PITA #8 - "I Need to Return This." 90% of people who walked in the store last night were returning something. We hate returns, because they mean the company has to give money back to our amazing and courteous shoppers. By about the 10th return, I was just getting so annoyed by doing them that I got pissed and rolled my eyes everytime someone walked into the store carrying a Gap bag. There are two major sub-PITAs within the category of after-Christmas returns:
- SUB-PITA A - All the price tags are ripped or cut up because the gift giver didn't want the gift receiver to see that they bought the item when it was on clearance. OK, that's a little harsh, BUT STILL. Gap's price tags are conveniently perforated where the price is so you can just neatly remove that tiny part without even having to get a pair of scissors out. But the purchasers of the item still have to either rip off or cut one-half to three-quarters of the tag to make sure all evidence of the price is completely removed. What this means for us is that not only does the item become a 'go-back' (meaning we have to walk around the store until we find where that particular shirt is to put it back with the rest of them), but it also needs re-ticketed (meaning we have to look up the item number to find the current price, then print out a whole new ticket to tag it with). So basically, it creates double the work.
- SUB-PITA B - No one ever has a receipt. Not even a gift receipt. They think they're going to walk in with that sweater from grandma and walk out with some cash to buy alcohol with later, but it just doesn't work that way with the Gap. If you don't have a receipt, we have no idea what you or the person actually paid for the item. They could've paid $59.50 for a sweater, but if it's now on sale for $35.99, you're going to get $35.99, and you won't get it in cash. You'll get a check in the mail for the amount. Sorry, it's just the way Gap wants it, and I really wish you would stop getting bitchy with me about it because I just finished explaining the process to the person before you and they didn't like it either and I can't do shit to change anything about it.
People really only read up until the word "everything," as if the words "on sale" don't even exist. Sale signs for most stores are similar, where the percentage off is the main focus, then in smaller print is says something like "on select styles." NO ONE ever sees that smaller print. And it's not even that small on the above example. You know what, let's just do sub-PITAs for this one, too.
- SUB-PITA A - "I Don't Want it Then." God dammit I have to ring everything up before you fools realize that the sale didn't include regular priced items. "Shouldn't everything be half off?" My brow gets all furrowed and I'm like, "It's only half off items that are already on sale." They look so confused and disappointed at the same time. "Oh, nevermind then." Sometimes I could even anticipate it, like this person looks like a young college student and she's picked up a sweater that's $44.50. No clue about the sale. And I only used that as an example because most college students are usually broke. I know I was, so don't go away mad.
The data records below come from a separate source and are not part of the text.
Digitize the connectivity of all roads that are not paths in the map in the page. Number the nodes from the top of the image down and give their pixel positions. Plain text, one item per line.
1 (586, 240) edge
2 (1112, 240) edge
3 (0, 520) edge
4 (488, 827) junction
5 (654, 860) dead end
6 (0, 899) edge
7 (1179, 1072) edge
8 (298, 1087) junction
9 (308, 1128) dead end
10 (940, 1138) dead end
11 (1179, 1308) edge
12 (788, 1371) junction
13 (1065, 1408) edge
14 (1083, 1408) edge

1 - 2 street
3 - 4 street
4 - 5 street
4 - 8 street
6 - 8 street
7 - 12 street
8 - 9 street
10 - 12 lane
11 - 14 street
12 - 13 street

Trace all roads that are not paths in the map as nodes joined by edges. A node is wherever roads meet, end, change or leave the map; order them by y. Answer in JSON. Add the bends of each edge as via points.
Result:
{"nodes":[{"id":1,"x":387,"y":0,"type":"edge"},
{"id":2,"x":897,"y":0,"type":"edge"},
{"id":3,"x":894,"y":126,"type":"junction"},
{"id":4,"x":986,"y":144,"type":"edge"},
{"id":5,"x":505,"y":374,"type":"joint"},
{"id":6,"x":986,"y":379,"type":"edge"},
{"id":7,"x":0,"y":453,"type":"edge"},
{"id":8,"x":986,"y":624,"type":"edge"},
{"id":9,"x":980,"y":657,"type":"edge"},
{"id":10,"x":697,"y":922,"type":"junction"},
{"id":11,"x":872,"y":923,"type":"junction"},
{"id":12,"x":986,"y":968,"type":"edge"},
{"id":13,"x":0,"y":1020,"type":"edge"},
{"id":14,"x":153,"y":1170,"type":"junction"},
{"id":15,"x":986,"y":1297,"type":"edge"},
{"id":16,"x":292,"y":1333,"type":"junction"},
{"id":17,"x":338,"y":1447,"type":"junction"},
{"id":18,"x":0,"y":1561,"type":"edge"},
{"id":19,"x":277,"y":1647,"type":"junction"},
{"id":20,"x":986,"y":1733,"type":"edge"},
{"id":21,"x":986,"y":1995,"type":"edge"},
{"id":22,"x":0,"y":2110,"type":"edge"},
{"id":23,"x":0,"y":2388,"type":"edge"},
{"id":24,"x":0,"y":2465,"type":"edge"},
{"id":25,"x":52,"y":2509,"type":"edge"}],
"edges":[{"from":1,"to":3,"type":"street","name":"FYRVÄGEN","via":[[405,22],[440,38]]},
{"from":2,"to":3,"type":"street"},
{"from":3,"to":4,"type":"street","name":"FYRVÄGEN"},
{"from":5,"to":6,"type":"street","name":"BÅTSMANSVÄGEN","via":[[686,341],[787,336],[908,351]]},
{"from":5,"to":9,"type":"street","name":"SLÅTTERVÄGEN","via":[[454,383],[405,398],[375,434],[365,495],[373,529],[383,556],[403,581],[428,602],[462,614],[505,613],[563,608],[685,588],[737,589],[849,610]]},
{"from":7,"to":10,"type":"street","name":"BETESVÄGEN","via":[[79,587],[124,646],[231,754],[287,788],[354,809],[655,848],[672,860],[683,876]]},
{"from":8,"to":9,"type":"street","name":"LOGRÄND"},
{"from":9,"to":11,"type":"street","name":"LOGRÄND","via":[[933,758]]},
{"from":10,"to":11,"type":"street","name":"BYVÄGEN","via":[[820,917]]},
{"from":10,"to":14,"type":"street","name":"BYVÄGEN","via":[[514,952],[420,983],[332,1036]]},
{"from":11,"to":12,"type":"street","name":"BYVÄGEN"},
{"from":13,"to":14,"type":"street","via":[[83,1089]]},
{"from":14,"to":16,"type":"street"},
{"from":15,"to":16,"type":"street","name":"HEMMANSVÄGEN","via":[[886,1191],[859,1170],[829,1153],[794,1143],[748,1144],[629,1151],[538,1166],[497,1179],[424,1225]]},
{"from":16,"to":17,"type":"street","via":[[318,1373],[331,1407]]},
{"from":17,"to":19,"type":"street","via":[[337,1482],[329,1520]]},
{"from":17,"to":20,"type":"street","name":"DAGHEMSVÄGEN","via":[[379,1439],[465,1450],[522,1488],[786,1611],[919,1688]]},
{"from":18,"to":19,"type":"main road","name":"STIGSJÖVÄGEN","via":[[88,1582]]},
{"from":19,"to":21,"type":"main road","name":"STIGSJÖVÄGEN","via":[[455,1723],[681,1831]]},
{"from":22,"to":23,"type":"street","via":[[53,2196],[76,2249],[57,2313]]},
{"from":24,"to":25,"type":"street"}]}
- SUB-PITA B - "That Didn't Come Up 50% Off." Just fucking wait a minute! Sometimes when the sale is a special one-day promotion or the like, we're not going to go through every fucking item and mark it with a price that's 50% off what it was. That would take forever, and we'd have to go through everything and change it all back the next day, so just read the damn sign. There is a code at the register we enter that will take the additional discount off the total. I got so tired of telling people to calm the fuck down, it'll show up at the end, that I just started telling everyone off the bat that the total won't reflect the sale until I'm finished ringing up. That process worked so much better.